The most immediate was that thousands of people saw sunlight (or moonlight in places where it was night-time, because time isn’t global, duh), and we could make some tired old joke about neckbeards and PC gaming and cheeto dust or something, but we’re better than that and aren’t going to fall back on old clichés when there are perfectly good new ones.
Surprisingly, however, with millions of computers unable to play Team Fortress 2 or the 90% of PC games out there which use Steam authentication, something remarkable happened. Free of having to render thousands and thousands of hats (remember what we said about new clichés? This one is still fairly new, so we’re in the business of running it into the ground. Don’t worry, in time it will be as grating as if we were to refer to fallacious baked goods), they were free to run the backdoor processing algorithms programmed in by Microsoft for the military or CIA or Mossad or something like that. This lead to a near-instantaneous jump in human technological progress and understanding.

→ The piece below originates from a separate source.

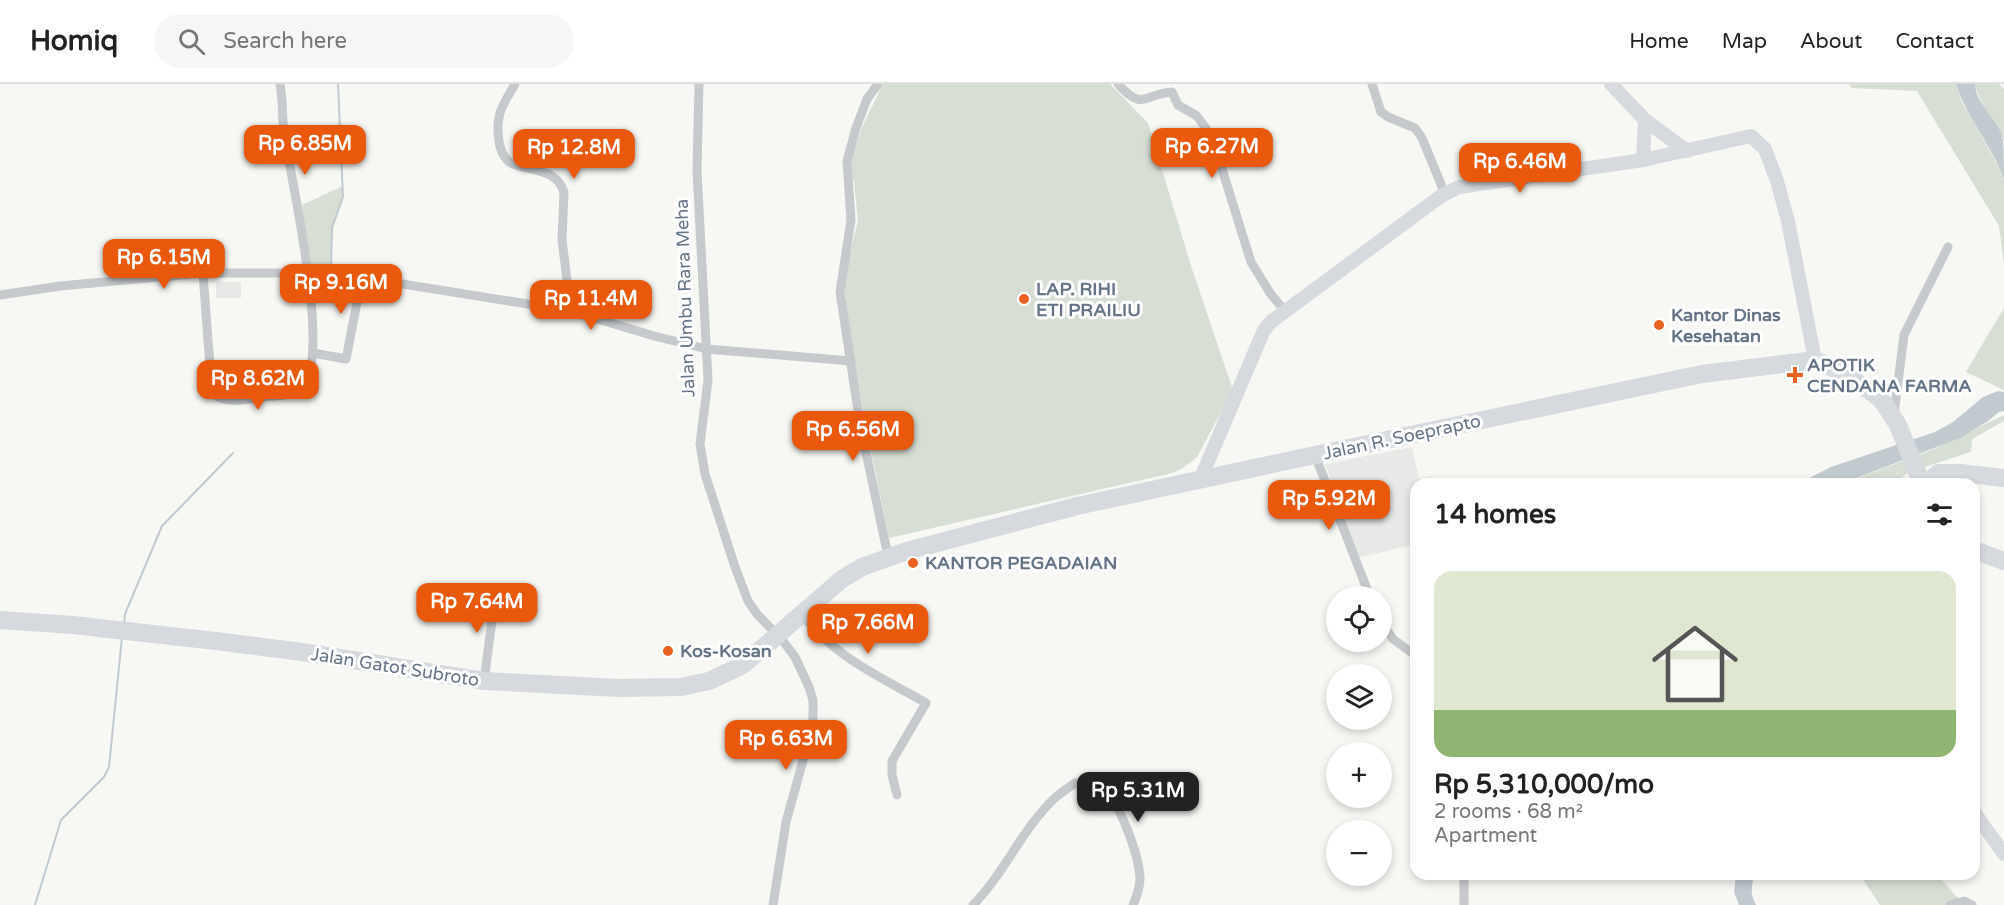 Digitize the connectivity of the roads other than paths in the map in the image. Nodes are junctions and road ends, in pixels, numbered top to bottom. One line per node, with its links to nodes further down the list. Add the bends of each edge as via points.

Furthermore, scientists were free from the grip of designing new test chambers for Portal 2 and were able to find a cure for eighteen different cancers and make significant process on AIDS.
Sadly with the reactivation of the servers an hour later, most of this was forgotten as the world’s PC users retreated back to doing whatever it was beforehand. Probably playing with hats or something.
As a scientist at Black Mesa research facility I can confirm that we were able to work ten-fold during the outage. I heard a scientist over at the Lamba Complex even made a laser gun! He’s since traded it to a user named “XxsexyCieranxX” for 2 refined and a Tyrant’s Helm.